Requirement:
Without omission or alteration, write out all of the data.

Records to process:
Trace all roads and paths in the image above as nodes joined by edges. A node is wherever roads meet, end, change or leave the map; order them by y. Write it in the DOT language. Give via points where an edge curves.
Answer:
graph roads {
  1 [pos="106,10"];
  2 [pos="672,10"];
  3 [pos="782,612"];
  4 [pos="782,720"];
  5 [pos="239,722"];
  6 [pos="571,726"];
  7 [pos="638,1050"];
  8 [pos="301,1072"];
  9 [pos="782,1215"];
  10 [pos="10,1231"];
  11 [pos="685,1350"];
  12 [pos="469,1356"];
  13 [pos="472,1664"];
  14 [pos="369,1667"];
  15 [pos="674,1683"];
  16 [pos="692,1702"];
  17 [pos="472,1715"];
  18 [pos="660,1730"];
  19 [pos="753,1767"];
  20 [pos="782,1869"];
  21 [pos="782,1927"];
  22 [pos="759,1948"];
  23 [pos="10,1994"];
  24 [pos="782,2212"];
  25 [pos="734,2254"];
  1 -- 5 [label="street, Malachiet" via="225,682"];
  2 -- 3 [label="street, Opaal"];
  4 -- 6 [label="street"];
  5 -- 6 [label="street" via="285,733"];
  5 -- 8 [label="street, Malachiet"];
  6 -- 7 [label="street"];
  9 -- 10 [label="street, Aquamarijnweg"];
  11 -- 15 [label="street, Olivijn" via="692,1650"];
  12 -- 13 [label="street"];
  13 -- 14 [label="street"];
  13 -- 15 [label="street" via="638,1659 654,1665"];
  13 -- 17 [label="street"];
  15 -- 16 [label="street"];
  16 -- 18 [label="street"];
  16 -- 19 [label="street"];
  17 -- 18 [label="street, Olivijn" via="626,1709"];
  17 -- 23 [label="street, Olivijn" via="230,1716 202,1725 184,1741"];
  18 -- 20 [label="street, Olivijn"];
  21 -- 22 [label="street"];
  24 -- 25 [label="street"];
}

Solution for this exercise:
Trace all roads and paths in the image above as nodes joined by edges. A node is wherever roads meet, end, change or leave the map; order them by y. Write it in the DOT language. Give via points where an edge curves.
Answer:
graph roads {
  1 [pos="106,10"];
  2 [pos="672,10"];
  3 [pos="782,612"];
  4 [pos="782,720"];
  5 [pos="239,722"];
  6 [pos="571,726"];
  7 [pos="638,1050"];
  8 [pos="301,1072"];
  9 [pos="782,1215"];
  10 [pos="10,1231"];
  11 [pos="685,1350"];
  12 [pos="469,1356"];
  13 [pos="472,1664"];
  14 [pos="369,1667"];
  15 [pos="674,1683"];
  16 [pos="692,1702"];
  17 [pos="472,1715"];
  18 [pos="660,1730"];
  19 [pos="753,1767"];
  20 [pos="782,1869"];
  21 [pos="782,1927"];
  22 [pos="759,1948"];
  23 [pos="10,1994"];
  24 [pos="782,2212"];
  25 [pos="734,2254"];
  1 -- 5 [label="street, Malachiet" via="225,682"];
  2 -- 3 [label="street, Opaal"];
  4 -- 6 [label="street"];
  5 -- 6 [label="street" via="285,733"];
  5 -- 8 [label="street, Malachiet"];
  6 -- 7 [label="street"];
  9 -- 10 [label="street, Aquamarijnweg"];
  11 -- 15 [label="street, Olivijn" via="692,1650"];
  12 -- 13 [label="street"];
  13 -- 14 [label="street"];
  13 -- 15 [label="street" via="638,1659 654,1665"];
  13 -- 17 [label="street"];
  15 -- 16 [label="street"];
  16 -- 18 [label="street"];
  16 -- 19 [label="street"];
  17 -- 18 [label="street, Olivijn" via="626,1709"];
  17 -- 23 [label="street, Olivijn" via="230,1716 202,1725 184,1741"];
  18 -- 20 [label="street, Olivijn"];
  21 -- 22 [label="street"];
  24 -- 25 [label="street"];
}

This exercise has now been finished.